**Exercise**
Copy each line of the records that holds the string "nodes".

**Provided data**
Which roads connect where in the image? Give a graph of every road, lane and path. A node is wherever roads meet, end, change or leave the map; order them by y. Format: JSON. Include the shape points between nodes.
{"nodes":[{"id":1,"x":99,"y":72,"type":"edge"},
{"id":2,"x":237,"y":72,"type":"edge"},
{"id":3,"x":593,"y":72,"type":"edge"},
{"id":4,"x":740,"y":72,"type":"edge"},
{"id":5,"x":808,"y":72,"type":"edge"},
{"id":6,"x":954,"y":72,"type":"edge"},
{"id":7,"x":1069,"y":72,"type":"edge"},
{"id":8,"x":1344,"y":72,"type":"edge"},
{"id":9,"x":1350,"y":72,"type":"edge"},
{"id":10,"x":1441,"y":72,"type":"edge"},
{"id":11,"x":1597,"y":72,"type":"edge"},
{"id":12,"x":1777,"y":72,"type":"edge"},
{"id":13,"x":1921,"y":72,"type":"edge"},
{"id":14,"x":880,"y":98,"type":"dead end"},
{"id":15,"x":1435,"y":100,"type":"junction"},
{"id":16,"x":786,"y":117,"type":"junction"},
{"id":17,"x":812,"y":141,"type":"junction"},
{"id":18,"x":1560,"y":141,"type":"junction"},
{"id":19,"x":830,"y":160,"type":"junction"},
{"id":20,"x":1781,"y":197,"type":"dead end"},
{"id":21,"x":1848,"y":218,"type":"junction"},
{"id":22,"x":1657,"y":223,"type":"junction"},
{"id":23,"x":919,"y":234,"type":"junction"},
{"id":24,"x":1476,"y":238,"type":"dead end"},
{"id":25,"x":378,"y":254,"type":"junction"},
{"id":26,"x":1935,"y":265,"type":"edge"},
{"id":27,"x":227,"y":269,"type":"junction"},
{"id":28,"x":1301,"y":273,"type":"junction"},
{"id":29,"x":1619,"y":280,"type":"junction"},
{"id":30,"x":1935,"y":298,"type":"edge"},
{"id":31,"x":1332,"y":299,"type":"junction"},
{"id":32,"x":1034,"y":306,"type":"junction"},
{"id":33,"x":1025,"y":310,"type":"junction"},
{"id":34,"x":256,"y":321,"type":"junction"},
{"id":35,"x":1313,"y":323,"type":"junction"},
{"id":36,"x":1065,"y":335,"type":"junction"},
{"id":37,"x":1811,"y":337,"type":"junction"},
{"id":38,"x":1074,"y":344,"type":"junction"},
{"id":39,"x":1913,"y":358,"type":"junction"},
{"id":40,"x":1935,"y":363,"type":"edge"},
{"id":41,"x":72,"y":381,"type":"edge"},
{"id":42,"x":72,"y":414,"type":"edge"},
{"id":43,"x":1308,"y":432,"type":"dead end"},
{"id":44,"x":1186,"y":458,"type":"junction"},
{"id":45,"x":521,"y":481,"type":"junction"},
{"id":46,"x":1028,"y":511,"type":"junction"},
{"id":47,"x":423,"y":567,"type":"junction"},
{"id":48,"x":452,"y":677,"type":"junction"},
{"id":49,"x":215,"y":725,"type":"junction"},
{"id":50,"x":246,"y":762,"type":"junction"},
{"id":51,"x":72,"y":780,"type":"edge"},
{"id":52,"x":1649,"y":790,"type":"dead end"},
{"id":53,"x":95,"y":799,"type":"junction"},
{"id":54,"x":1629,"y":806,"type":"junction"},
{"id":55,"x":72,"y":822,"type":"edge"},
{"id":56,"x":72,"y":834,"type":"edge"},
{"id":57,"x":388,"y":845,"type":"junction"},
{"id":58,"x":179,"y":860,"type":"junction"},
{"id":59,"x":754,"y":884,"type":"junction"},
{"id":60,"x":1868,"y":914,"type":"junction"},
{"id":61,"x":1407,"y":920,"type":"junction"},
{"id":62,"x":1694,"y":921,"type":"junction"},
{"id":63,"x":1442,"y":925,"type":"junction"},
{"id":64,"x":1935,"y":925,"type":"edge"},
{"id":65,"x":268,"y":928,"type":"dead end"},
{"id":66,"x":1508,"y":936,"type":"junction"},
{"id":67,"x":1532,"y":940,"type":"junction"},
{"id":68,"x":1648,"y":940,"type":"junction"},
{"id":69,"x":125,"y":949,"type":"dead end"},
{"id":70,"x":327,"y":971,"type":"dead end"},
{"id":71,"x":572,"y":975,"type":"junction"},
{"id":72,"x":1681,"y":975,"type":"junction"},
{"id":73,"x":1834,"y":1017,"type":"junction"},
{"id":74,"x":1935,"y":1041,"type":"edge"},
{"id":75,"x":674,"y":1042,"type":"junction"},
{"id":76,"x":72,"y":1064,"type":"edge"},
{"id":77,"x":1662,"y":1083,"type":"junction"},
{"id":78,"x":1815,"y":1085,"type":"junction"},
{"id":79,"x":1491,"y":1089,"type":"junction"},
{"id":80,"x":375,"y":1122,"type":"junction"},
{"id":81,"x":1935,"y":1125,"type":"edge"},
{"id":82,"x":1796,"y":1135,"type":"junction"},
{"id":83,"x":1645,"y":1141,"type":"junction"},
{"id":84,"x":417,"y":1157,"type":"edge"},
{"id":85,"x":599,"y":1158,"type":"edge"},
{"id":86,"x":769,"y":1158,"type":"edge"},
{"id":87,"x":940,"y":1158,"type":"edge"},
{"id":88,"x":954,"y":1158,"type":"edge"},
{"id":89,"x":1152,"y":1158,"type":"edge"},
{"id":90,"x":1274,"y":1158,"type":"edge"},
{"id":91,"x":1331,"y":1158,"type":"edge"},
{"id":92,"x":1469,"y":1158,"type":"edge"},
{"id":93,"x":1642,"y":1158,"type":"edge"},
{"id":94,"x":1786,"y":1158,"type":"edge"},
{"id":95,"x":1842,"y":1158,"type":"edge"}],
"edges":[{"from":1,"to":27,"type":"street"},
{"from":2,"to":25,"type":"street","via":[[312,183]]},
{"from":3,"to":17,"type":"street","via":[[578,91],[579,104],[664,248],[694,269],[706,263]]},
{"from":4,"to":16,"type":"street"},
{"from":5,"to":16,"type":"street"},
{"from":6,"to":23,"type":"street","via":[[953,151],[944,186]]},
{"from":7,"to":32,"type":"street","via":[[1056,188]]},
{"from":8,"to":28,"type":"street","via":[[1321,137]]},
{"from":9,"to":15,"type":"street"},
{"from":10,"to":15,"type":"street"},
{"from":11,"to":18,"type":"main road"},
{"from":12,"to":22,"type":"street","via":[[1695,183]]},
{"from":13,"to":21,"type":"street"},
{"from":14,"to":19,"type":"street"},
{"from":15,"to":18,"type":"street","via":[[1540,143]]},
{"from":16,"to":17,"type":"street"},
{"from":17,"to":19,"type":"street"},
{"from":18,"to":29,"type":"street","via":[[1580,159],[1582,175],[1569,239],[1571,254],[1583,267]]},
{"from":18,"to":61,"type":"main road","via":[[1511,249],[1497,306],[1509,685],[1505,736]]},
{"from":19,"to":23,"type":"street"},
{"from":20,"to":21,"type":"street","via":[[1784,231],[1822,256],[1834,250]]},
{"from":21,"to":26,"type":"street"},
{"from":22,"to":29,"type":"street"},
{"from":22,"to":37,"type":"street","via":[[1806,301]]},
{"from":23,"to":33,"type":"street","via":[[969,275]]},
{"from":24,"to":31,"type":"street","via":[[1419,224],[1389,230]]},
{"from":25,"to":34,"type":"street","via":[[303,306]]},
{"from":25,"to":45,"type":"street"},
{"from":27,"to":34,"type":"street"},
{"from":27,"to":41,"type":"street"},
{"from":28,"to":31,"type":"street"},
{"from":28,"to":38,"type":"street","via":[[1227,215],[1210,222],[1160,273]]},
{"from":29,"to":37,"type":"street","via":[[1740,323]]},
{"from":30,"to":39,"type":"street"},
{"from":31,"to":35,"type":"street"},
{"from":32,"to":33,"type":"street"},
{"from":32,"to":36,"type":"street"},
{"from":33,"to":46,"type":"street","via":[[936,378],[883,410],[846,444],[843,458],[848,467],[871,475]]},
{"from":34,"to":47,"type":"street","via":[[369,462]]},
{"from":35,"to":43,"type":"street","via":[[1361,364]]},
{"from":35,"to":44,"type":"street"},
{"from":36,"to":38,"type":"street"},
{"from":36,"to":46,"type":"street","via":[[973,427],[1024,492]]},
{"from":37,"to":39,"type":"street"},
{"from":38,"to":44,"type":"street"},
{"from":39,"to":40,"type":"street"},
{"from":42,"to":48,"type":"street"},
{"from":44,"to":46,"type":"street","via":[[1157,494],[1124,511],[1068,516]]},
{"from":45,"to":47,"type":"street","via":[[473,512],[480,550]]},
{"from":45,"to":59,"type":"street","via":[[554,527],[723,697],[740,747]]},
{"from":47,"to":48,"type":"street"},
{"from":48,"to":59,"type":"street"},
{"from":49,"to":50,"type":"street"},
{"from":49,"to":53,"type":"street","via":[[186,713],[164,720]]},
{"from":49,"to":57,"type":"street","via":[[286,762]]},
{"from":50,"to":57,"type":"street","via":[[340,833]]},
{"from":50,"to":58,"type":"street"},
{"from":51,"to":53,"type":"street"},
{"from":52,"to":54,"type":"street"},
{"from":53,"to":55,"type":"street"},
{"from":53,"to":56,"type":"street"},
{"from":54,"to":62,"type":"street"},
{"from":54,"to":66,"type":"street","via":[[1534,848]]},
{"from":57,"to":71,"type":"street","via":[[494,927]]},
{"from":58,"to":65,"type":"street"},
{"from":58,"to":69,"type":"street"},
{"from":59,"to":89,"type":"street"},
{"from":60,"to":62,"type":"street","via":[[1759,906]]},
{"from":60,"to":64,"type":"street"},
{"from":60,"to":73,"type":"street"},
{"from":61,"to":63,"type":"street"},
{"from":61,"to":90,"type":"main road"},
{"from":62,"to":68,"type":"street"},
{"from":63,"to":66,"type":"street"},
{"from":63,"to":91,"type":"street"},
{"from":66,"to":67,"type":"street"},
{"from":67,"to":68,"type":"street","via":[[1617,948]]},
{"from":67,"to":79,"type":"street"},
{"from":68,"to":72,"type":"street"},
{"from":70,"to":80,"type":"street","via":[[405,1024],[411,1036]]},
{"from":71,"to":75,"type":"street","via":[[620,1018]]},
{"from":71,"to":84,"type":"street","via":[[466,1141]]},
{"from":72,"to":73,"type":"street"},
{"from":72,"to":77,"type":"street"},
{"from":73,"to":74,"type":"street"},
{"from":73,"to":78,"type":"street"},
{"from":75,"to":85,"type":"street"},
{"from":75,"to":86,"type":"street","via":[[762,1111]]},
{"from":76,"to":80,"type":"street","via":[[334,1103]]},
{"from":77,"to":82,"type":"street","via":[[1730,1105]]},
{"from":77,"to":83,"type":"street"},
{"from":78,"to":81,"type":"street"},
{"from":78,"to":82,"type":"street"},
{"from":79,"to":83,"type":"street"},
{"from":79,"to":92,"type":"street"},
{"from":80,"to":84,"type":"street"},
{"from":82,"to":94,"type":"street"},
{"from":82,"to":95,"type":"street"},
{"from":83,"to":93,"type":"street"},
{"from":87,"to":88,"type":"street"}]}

**Reply to the exercise**
Which roads connect where in the image? Give a graph of every road, lane and path. A node is wherever roads meet, end, change or leave the map; order them by y. Format: JSON. Include the shape points between nodes.
{"nodes":[{"id":1,"x":99,"y":72,"type":"edge"},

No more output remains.